Monday, May 31, 2010
Menumbuhkan Semangat Kerjasama di Sekolah
Kerja sama merupakan salah satu fitrah manusia sebagai mahluk sosial. Kerja sama memiliki dimensi yang sangat luas dalam kehidupan manusia, baik terkait tujuan positif maupun negatif. Dalam hal apa, bagaimana, kapan dan di mana seseorang harus bekerjasama dengan orang lain tergantung pada kompleksitas dan tingkat kemajuan peradaban orang tersebut. Semakin modern seseorang, maka ia akan semakin banyak bekerja sama dengan orang lain, bahkan seakan tanpa dibatasi oleh ruang dan waktu tentunya dengan bantuan perangkat teknologi yang modern pula.
Bentuk kerjasama dapat dijumpai pada semua kelompok orang dan usia. Sejak masa kanak-kanak, kebiasaan bekerjasama sudah diajarkan di dalam kehidupan keluarga. Setelah dewasa, kerjasama akan semakin berkembang dengan banyak orang untuk memenuhi berbagai kebutuhan hidupnya. Pada taraf ini, kerjasama tidak hanya didasarkan hubungan kekeluargaan, tetapi semakin kompleks. Dasar utama dalam kerja sama ini adalah keahlian, di mana masing-masing orang yang memiliki keahlian berbeda, bekerja bersama menjadi satu kelompok/tim dalam menyelesaikan sebuah pekerjaan. Kerja sama tersebut adakalanya harus dilakukan dengan orang yang sama sekali belum dikenal, dan begitu berjumpa langsung harus bekerja bersama dalam sebuah kolempok. Oleh karena itu, selain keahlian juga dibutuhkan kemampuan penyesuaian diri dalam setiap lingkungan atau bersama segala mitra yang dijumpai.
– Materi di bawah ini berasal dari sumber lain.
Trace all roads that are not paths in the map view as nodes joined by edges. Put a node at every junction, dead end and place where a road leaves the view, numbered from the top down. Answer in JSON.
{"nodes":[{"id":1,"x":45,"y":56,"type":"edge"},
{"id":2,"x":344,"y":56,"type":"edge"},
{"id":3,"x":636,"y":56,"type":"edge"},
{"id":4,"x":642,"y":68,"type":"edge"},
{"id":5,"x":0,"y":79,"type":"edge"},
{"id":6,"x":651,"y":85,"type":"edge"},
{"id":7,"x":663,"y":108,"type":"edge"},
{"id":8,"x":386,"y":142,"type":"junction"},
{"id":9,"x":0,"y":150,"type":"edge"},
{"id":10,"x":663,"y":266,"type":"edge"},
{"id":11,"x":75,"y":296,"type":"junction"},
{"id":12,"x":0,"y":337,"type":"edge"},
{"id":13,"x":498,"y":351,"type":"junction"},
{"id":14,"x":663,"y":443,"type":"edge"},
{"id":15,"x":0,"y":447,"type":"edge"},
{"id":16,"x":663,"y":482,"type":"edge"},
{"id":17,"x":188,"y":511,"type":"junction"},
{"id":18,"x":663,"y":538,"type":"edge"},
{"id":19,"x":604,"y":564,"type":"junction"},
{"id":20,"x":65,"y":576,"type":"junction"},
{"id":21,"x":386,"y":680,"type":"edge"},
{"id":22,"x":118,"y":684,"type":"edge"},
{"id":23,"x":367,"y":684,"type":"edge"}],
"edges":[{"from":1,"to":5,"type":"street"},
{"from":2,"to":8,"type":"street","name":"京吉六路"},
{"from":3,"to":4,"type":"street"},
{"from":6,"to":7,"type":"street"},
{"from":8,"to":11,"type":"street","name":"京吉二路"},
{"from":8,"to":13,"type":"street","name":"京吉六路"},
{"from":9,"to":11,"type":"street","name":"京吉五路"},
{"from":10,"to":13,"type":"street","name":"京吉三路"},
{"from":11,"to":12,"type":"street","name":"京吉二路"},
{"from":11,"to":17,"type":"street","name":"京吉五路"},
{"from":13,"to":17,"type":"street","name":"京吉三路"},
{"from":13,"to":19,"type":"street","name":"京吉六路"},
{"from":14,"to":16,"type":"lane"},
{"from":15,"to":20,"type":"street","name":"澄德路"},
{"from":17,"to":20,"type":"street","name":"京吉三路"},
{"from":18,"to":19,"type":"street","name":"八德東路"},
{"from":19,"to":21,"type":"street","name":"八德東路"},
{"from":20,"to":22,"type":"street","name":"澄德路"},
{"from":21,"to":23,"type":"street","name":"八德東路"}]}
Dari sudut pandang sosiologis, pelaksanaan kerjasama antar kelompok masyarakat ada tiga bentuk, yaitu: (a) bargaining yaitu kerjasama antara orang per orang dan atau antarkelompok untuk mencapai tujuan tertentu dengan suatu perjanjian saling menukar barang, jasa, kekuasaan, atau jabatan tertentu, (b) cooptation yaitu kerjasama dengan cara rela menerima unsur-unsur baru dari pihak lain dalam organisasi sebagai salah satu cara untuk menghindari terjadinya keguncangan stabilitas organisasi, dan (c) coalition yaitu kerjasama antara dua organisasi atau lebih yang mempunyai tujuan yang sama. Di antara oganisasi yang berkoalisi memiliki batas-batas tertentu dalam kerjasama sehingga jati diri dari masing-masing organisasi yang berkoalisi masih ada. Bentuk-bentuk kerjasama di atas biasanya terjadai dalam dunia politik (Soekanto, 1986).
Selain pandangan sosiologis, kerjasama dapat pula dilihat dari sudut manajemen yaitu dimaknai dengan istilah collaboration. Makna ini sering digunakan dalam terminologi manajemen pemberdayaan staf yaitu satu kerjasama antara manajer dengan staf dalam mengelola organisasi. Dalam manajemen pemberdayaan, staf bukan dianggap sebagai bawahan tetapi dianggap mitra kerja dalam usaha organisasi (Stewart, 1998).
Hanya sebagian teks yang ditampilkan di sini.